GPT
This is an excerpt from one of my conversations with ChatGPT:
It's not that I'm bothered by its answer to my first question, and that it got it wrong. What bothers me is that GPT, despite being an incredible milestone in conversational AI, is still incapable of understanding context, which is what humans are instead so good at.
The snippet above (I have many more) convinces me more than anything else that large language models, however impressive, do not display any kind of true intelligence or comprehension, and never will, due to their structural constraints.
GPT is capable of providing plausible sounding replies to a wide variety of questions by scanning through an immense knowledge corpus, but if the question is misleading or unanswerable, GPT will still give it its best shot by conjuring up some kind of plausible sounding answer, instead of recognizing the fact that there might be no answer, or that we lack the information to provide a meaningful one. This is what a really intelligent agent should do.
The way to trick GPT is to ask a common question which has no definite answer, and watch it come up with a credible guess which many non-experts would buy, but specialists know is fundamentally wrong and completely misses the point. Then, when you point that out, GPT acknowledges your rebuttal (probably by tapping into some other source in its immense corpus) without ever realizing that means its original answer to your question was completely off-mark and wrong.
What that tells me is that GPT is a glorified search engine which has no unitary self (Aristotle would have called this a soul) with a set of beliefs, opinions and centralized governance, which is the hallmark of intelligence and sentience. GPT is very good at spitting out facts from disparate sources, but doesn't have the ability to integrate all of the information from those different sources into one unified comprehensive understanding of the world. Intelligence is not about dots, but the ability to connect them.
This brings us back to the structural deficiencies of GPT and all large language models. A language model is essentially a probability distribution over words or sequences of words. So what GPT essentially does is to try to predict the next sentence based on the previous ones, given some pre-trained probability distribution.
This is not what humans do. I don't know about you, but I am not trying to predict the next word or sentence when I'm typing or speaking. What's actually happening is that I have an idea (which forms in my unitary self), and I try to spell it out the best way I can with words. Words and sentences flow out of the unitary idea and depend on it: they exist by means of and for the idea.

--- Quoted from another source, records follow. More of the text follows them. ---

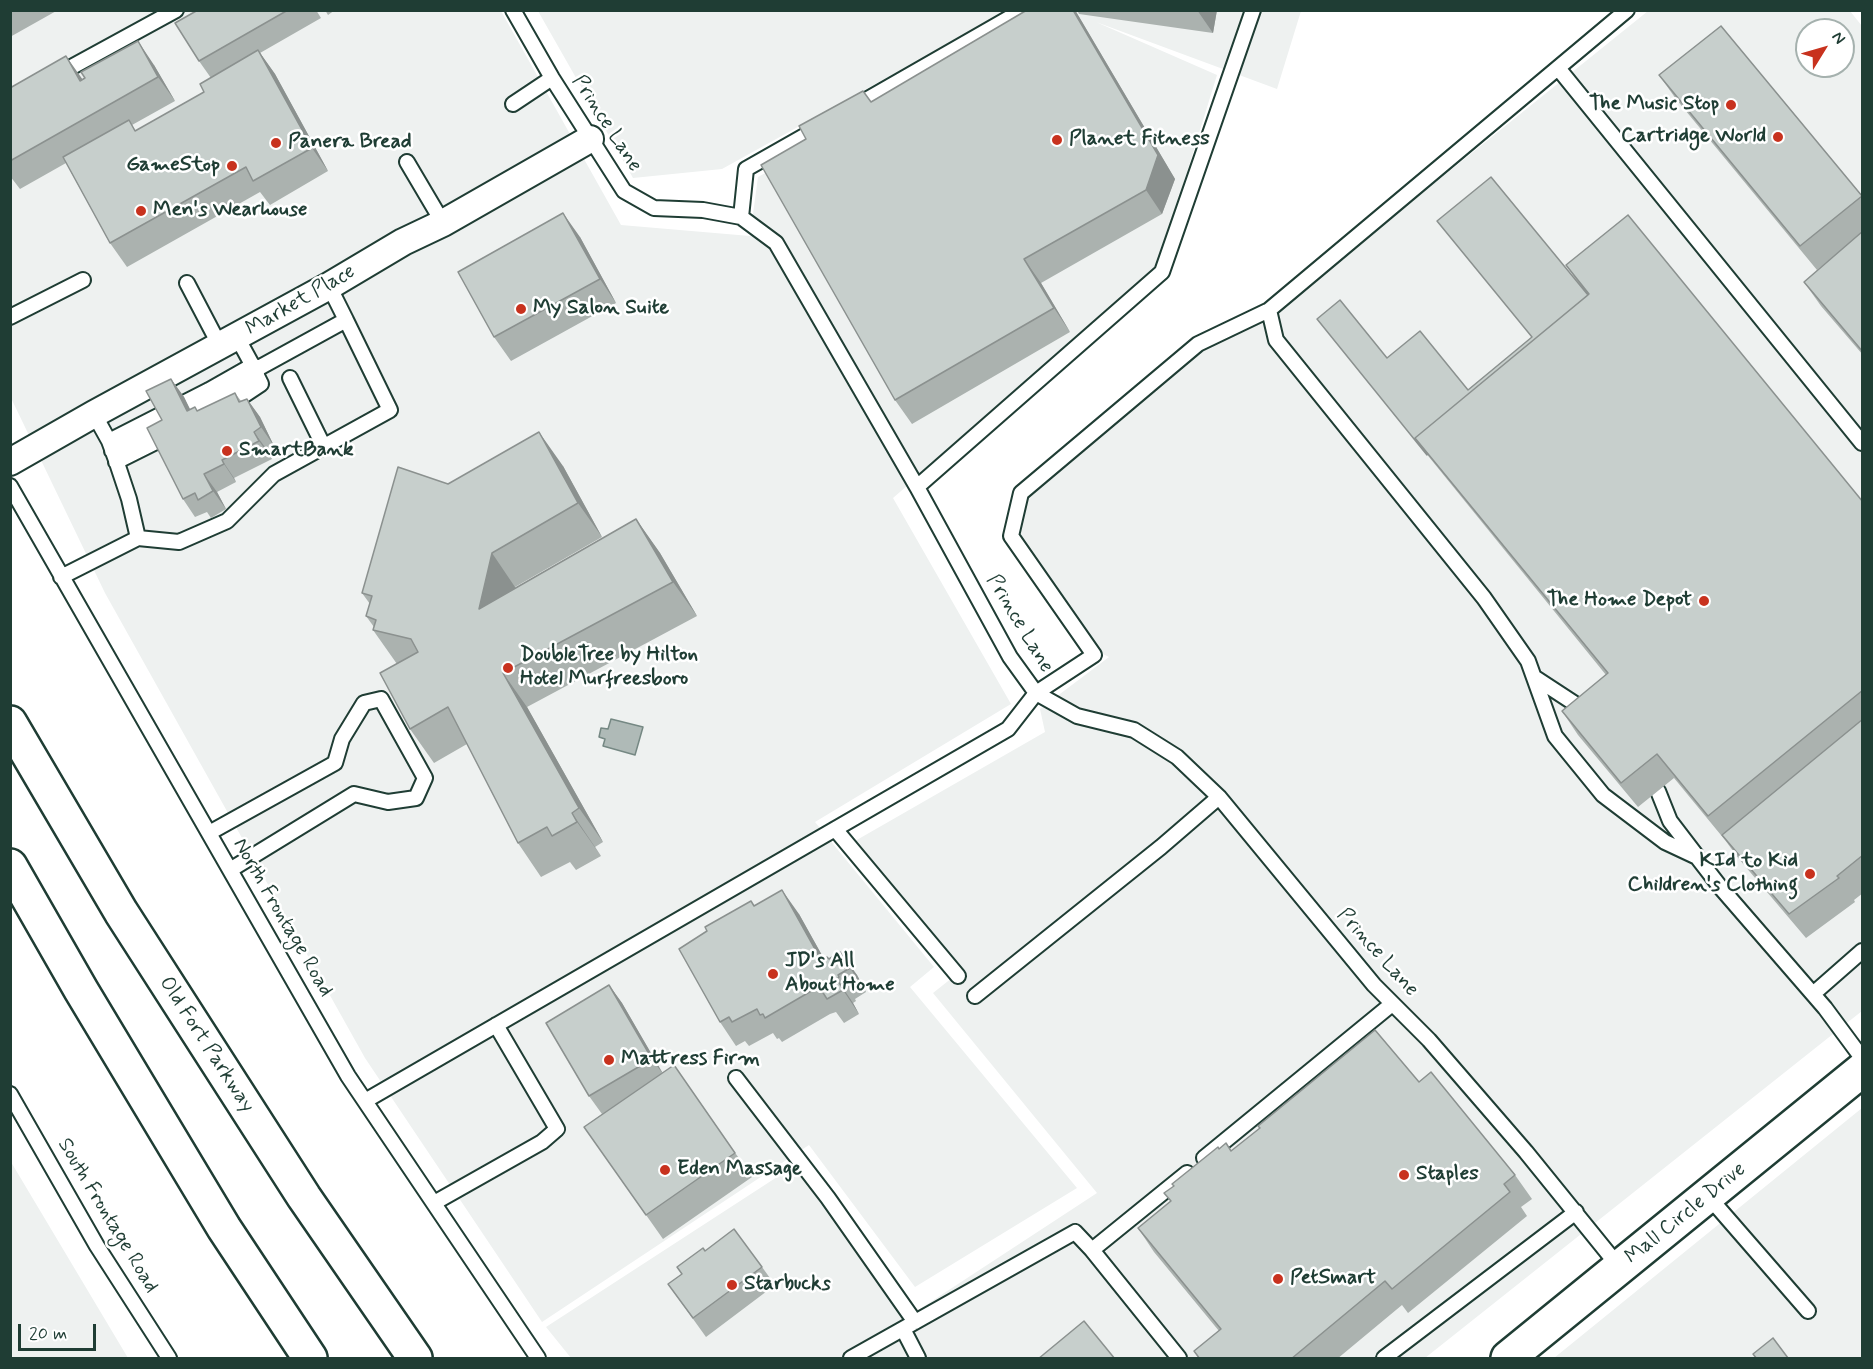 <!DOCTYPE html>
<style>
body{margin:0}
#map{position:relative;width:1873px;height:1369px;overflow:hidden;background:#fff;font-family:Mynerve,sans-serif}
canvas{display:block}
.frame{position:absolute;inset:0;border:12px solid #1f3d34;pointer-events:none}
.north{position:absolute;left:1795px;top:18px;width:60px;height:60px;box-sizing:border-box;background:#fff;border:2px solid #a5b1ae;border-radius:50%;rotate:53deg;font-size:16px;font-weight:700;line-height:24px;text-align:center;color:#1f3d34}
.north::after{content:'';display:block;margin:auto;width:21px;height:27px;background:#c8321e;clip-path:polygon(50% 0,100% 100%,50% 72%,0 100%)}
.scale{position:absolute;left:18px;top:1324px;width:78px;height:27px;box-sizing:border-box;border:3px solid #1f3d34;border-top:0;padding-left:8px;font-size:18px;line-height:21px;white-space:nowrap;color:#1f3d34;-webkit-text-stroke:4px #fff;paint-order:stroke}
</style>
<div id="map">
<canvas width="1873" height="1369"></canvas>
<div class="frame"></div>
<div class="north">N</div>
<div class="scale">20 m</div>
</div>
<script>
const g = document.querySelector('canvas').getContext('2d');
g.lineJoin = 'round';
function fillPath(path, color) { g.fillStyle = color; g.fill(path, 'evenodd'); }
const toPath = rows => new Path2D(rows.map(r => 'M' + r).join(''));
function trace(path, color, width, dash) { g.strokeStyle = color; g.lineWidth = width; g.lineCap = dash ? 'butt' : 'round'; g.setLineDash(dash || []); g.stroke(path); }
function write(font, color, halo, rows, align = 'center') {
  g.font = font + ' Mynerve,sans-serif'; g.lineWidth = 5; g.setLineDash([]); g.textBaseline = 'middle'; g.strokeStyle = halo; g.fillStyle = color; for (const [text, x, y, turn = 0] of rows) {
    g.save(); g.translate(x, y); g.rotate((+turn || 0) * Math.PI / 180); g.textAlign = isNaN(turn) ? turn : align; if (halo) g.strokeText(text, 0, 0); g.fillText(text, 0, 0); g.restore();
  }
}
const built = toPath([
 [11,11,501,11,621,225,750,236,758,177,1060,11,1067,11,1080,16,1072,11,1301,11,1277,89,1096,22,1217,75,1157,269,893,498,1011,704,815,822,934,967,910,987,1077,1188,915,1287,809,1145,542,1322,365,1058,105,593,11,398],
 [538,11,1007,11,722,169,633,178],
 [1648,11,1850,11,1862,26,1862,1011,1425,1358,571,1358,546,1327,794,1166,903,1320,1097,1193,933,993,962,970,855,841,1045,732,1040,709,1109,657,1097,651,1016,535,1028,496,1202,349,1277,310],
 [1807,30,1843,30,1843,66,1807,66],
 [1862,1108,1862,1358,1554,1358],
 [11,1162,128,1358,11,1358]
]);
const water = toPath([
 [611,719,643,727,635,755,603,746,605,739,599,737,601,728,608,729,611,719]
]);
const lane = toPath([
 [513,10,552,78,624,191,654,208,703,210,741,217,776,243,917,487,1010,657,1036,693,1077,716,1134,730,1177,757,1219,797,1374,985,1429,1040,1526,1152,1620,1268],
 [1558,68,1862,443],
 [57,75,176,10],
 [513,104,552,78],
 [852,108,1023,10],
 [407,162,443,223],
 [741,217,746,169,820,127],
 [187,283,220,346],
 [329,286,346,320],
 [1269,310,1276,340,1484,598,1528,661,1555,736,1603,795,1665,842,1697,857,1721,888,1825,1008,1862,1058],
 [10,317,83,280],
 [290,378,324,447],
 [225,408,261,384,257,376],
 [109,441,209,390,253,365],
 [112,451,220,398,257,374],
 [116,462,170,435],
 [10,486,348,1076,538,1358],
 [917,487,1162,272,1253,10],
 [138,538,179,542,227,521,274,474,390,410,346,320,255,370,237,337],
 [61,577,138,538,129,499,116,460,109,441,94,414],
 [1534,677,1586,711],
 [1658,791,1670,821,1696,855],
 [835,829,958,976],
 [209,833,335,763,342,739,364,703,381,699,425,778,416,798,388,802,354,794,230,870],
 [1813,994,1862,951],
 [975,996,1161,847,1219,797],
 [736,1078,828,1198,915,1322],
 [10,1094,97,1246,169,1358],
 [365,1101,1008,729,1036,693,1094,655,1011,536,1021,493,1198,344,1269,310,1627,10],
 [1204,1158,1392,1004],
 [1708,1196,1808,1311],
 [434,1203,542,1142,557,1129,496,1025],
 [1092,1250,1187,1173],
 [903,1329,918,1358],
 [851,1358,1075,1232,1092,1250,1179,1358],
 [1384,1358,1576,1212]
]);
const street = toPath([
 [10,462,94,414,329,286,403,242,443,223,590,139]
]);
const secondary = toPath([
 [1508,1358,1862,1070]
]);
const primary = toPath([
 [10,723,121,912,304,1197,415,1358],
 [10,866,81,990,224,1228,310,1358]
]);
const wall = toPath([
 [10,10,58,10,10,37],
 [198,10,316,10,321,18,260,53,275,74,328,171,270,205,260,192,127,267,110,243,66,163,20,189,10,176,10,88,83,79,154,65,175,101,132,125,136,131,204,92,211,78,199,61],
 [325,10,335,10,328,15],
 [1027,10,1075,10,1175,179,1162,214,1041,283,1070,332,912,424,895,400,871,102],
 [1077,10,1217,10,1213,33,1079,14],
 [1721,26,1863,197,1863,355,1821,306,1804,282,1834,256,1817,270,1676,99,1659,75],
 [1437,221,1580,285,1566,265,1863,502,1863,893,1854,900,1855,902,1806,938,1739,859,1725,840,1674,778,1638,807,1578,735,1562,711,1606,675,1317,319,1387,358,1468,390,1532,337],
 [580,237,616,303,511,361,494,337],
 [171,379,184,397,190,410,195,407,198,411,235,393,241,401,247,399,260,417,274,446,267,450,272,459,234,478,236,482,217,492,226,509,211,518,207,512,195,517,183,499,162,420],
 [563,466,602,537,515,587,515,588,636,519,660,553,697,616,527,707,603,842,595,847,601,856,576,870,570,862,541,877,518,843,467,744,434,763,410,729,397,664,373,630,374,627,366,616,370,604,362,593,448,484],
 [754,906,799,914,824,959,829,959,840,952,857,975,866,992,855,999,856,1001,853,1003,859,1014,844,1023,836,1012,830,1014,782,1042,779,1038,777,1039,773,1033,749,1046,745,1041,736,1046,720,1022],
 [609,985,622,1003,662,1073,674,1065,752,1177,663,1239,584,1127,602,1114,589,1096],
 [1419,1082,1515,1175,1532,1199,1521,1207,1527,1216,1408,1313,1402,1305,1337,1359,1199,1359,1194,1351,1219,1331,1154,1252,1138,1228,1170,1201,1174,1186,1172,1184,1219,1149,1231,1151,1260,1128,1258,1126],
 [705,1251,762,1267,775,1285,706,1337,668,1284,682,1274]
]);
const shadedWall = toPath([
 [1073,10,1075,10,1078,15,1175,179,1162,214,1146,190],
 [1197,10,1217,10,1213,33],
 [138,41,154,65,175,101,158,77],
 [258,50,275,74,328,171,312,148],
 [66,56,83,80,80,81],
 [563,213,580,237,616,303,600,279],
 [1024,259,1041,283,1070,332,1054,308],
 [171,379,184,397,200,429,187,411],
 [247,399,260,417,274,446,261,427],
 [254,432,267,450,272,459,259,441],
 [539,432,563,466,602,537,578,503],
 [222,460,234,478,236,482,224,464],
 [204,474,217,492,226,509,213,491],
 [636,519,660,553,697,616,673,582],
 [492,553,515,587,503,643,479,609],
 [503,673,527,707,603,842,579,808],
 [572,813,595,847,601,856,577,822],
 [782,890,799,914,838,984,821,960],
 [840,952,857,975,866,992,850,968],
 [837,979,853,1003,859,1014,843,990],
 [609,985,622,1003,665,1077,652,1059]
]);
const building = toPath([
 [198,10,288,10,199,61,175,23,198,10],
 [1027,10,1073,10,1158,155,1146,190,1024,259,1054,308,895,400,761,165,806,139,799,126,863,91,871,102,1027,10],
 [1721,26,1862,196,1800,246,1659,75,1721,26],
 [138,41,158,77,10,161,10,88,66,56,80,81,85,78,81,72,138,41],
 [258,50,312,148,253,181,246,167,110,243,63,157,129,120,135,131,204,92,200,84,258,50],
 [1491,177,1588,295,1415,438,1427,455,1317,319,1340,300,1387,358,1420,331,1468,390,1532,337,1437,221,1491,177],
 [563,213,600,279,494,337,458,272,563,213],
 [1628,215,1863,502,1863,690,1708,816,1657,754,1621,783,1562,711,1608,673,1415,438,1589,294,1566,265,1628,215],
 [1863,231,1863,352,1804,282,1863,231],
 [171,379,187,411,195,407,197,411,235,393,239,402,247,399,261,427,254,432,259,441,222,460,224,464,204,474,213,491,198,500,195,493,183,499,147,428,162,420,146,391,171,379],
 [539,432,578,503,492,553,479,609,636,519,673,582,503,673,579,808,572,813,577,822,552,836,547,827,518,843,448,707,410,729,380,673,418,652,411,639,373,630,376,620,366,616,372,596,362,593,398,467,448,484,539,432],
 [1863,719,1863,855,1837,876,1839,878,1789,914,1722,835,1863,719],
 [782,890,821,960,827,957,829,959,840,952,850,968,838,975,839,977,837,979,843,990,827,999,820,988,813,990,765,1018,763,1014,760,1015,757,1009,732,1022,729,1017,720,1022,679,949,707,931,705,927,751,901,754,906,782,890],
 [609,985,652,1059,589,1096,546,1023,609,985],
 [1375,1030,1419,1082,1431,1072,1515,1175,1504,1184,1510,1192,1392,1289,1385,1281,1291,1359,1200,1359,1194,1351,1221,1329,1138,1228,1171,1201,1164,1193,1174,1186,1172,1184,1218,1147,1219,1149,1226,1143,1231,1151,1260,1128,1258,1126,1375,1030],
 [674,1065,735,1153,646,1215,584,1127,674,1065],
 [734,1229,762,1267,693,1318,668,1284,682,1274,677,1267,703,1248,705,1251,734,1229],
 [1084,1321,1115,1359,1038,1359,1084,1321],
 [1773,1338,1788,1358,1757,1359,1753,1354,1773,1338]
]);
const markers = [
 [1731,105,6,"#c8321e"],
 [1778,137,6,"#c8321e"],
 [1057,140,6,"#c8321e"],
 [276,143,6,"#c8321e"],
 [232,166,6,"#c8321e"],
 [141,211,6,"#c8321e"],
 [521,309,6,"#c8321e"],
 [227,451,6,"#c8321e"],
 [1704,601,6,"#c8321e"],
 [508,668,6,"#c8321e"],
 [1810,874,6,"#c8321e"],
 [773,974,6,"#c8321e"],
 [609,1060,6,"#c8321e"],
 [665,1170,6,"#c8321e"],
 [1404,1175,6,"#c8321e"],
 [1278,1279,6,"#c8321e"],
 [732,1285,6,"#c8321e"]
];
const poiNames = [
 ["The Music Stop",1719,105,"right"],
 ["Cartridge World",1766,137,"right"],
 ["Planet Fitness",1069,140],
 ["Panera Bread",288,143],
 ["GameStop",220,166,"right"],
 ["Men's Wearhouse",153,211],
 ["My Salon Suite",533,309],
 ["SmartBank",239,451],
 ["The Home Depot",1692,601,"right"],
 ["DoubleTree by Hilton",520,656],
 ["Hotel Murfreesboro",520,680],
 ["KId to Kid",1798,862,"right"],
 ["Children's Clothing",1798,886,"right"],
 ["JD's All",785,962],
 ["About Home",785,986],
 ["Mattress Firm",621,1060],
 ["Eden Massage",677,1170],
 ["Staples",1416,1175],
 ["PetSmart",1290,1279],
 ["Starbucks",744,1285]
];
const streetNames = [
 ["Prince Lane",606,124,57],
 ["Market Place",301,301,-30],
 ["Prince Lane",1019,624,59],
 ["North Frontage Road",282,918,60],
 ["Prince Lane",1377,953,48],
 ["Old Fort Parkway",206,1045,57],
 ["Mall Circle Drive",1686,1214,-39],
 ["South Frontage Road",107,1216,59]
];
fillPath(built, '#eef1f0');
fillPath(water, '#afbab7');
trace(water, '#758883', 1.5);
trace(lane, '#1f3d34', 18);
trace(street, '#1f3d34', 30);
trace(secondary, '#1f3d34', 38);
trace(primary, '#1f3d34', 38);
trace(lane, '#fff', 14);
trace(street, '#fff', 26);
trace(secondary, '#fff', 33);
trace(primary, '#fff', 33);
fillPath(wall, '#abb2af');
fillPath(shadedWall, '#8b918f');
fillPath(building, '#c7cfcc');
trace(building, '#8b918f', 1.5);
for (const [x, y, r, color] of markers) { const dot = new Path2D(); dot.arc(x, y, r, 0, 2 * Math.PI); g.fillStyle = color; g.fill(dot); trace(dot, '#fff', 2); }
write('bold 21px', '#1f3d34', '#fff', poiNames, 'left');
write('21px', '#1f3d34', '#fff', streetNames);
</script>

Large language models instead have no unity, and therefore no central idea they are trying to convey, and no central self those ideas come from. They are just guessing what the next best sentence should be based on how other people speak in the same context. It's a giant statistical model, and I can't believe that language generation in humans follows a statistical model. There has to be something more at play there.
There is this unfounded hope that the Deep Learning paradigm will lead us into the promised land of AGI sooner or later. We just need more parameters, more training data, a better model. GPT, as impressive a technical feet as it is, proves us in the strongest possible term that that is not the case. We need to re-evaluate our theoretical principles if we want to get something truly intelligent which is capable of comprehension instead of just mimicking it.
Human minds, it seems to me, have rich structures; they are not just tabulae rasae, as the deep learning paradigm wants us to believe. We are not just learning some statistical representation of the world, we already have one that is deeply ingrained in us. If we study that deep structure which resides within us we might have a better shot at creating sentience in other beings, if that's even possible in principle.
We always assume that sentience is computational, somehow, but there is very little evidence for that. The current paradigm is based on the assumption that
Sentience = Software
but it might as well be (and is actually more likely if you ask me) that
Sentience = Hardware
If sentience (and the real comprehension that comes from it) is a biological property of living organisms, the whole program of not only deep learning but computationalism itself is doomed from the start. Perhaps we should start seriously looking into this possibility.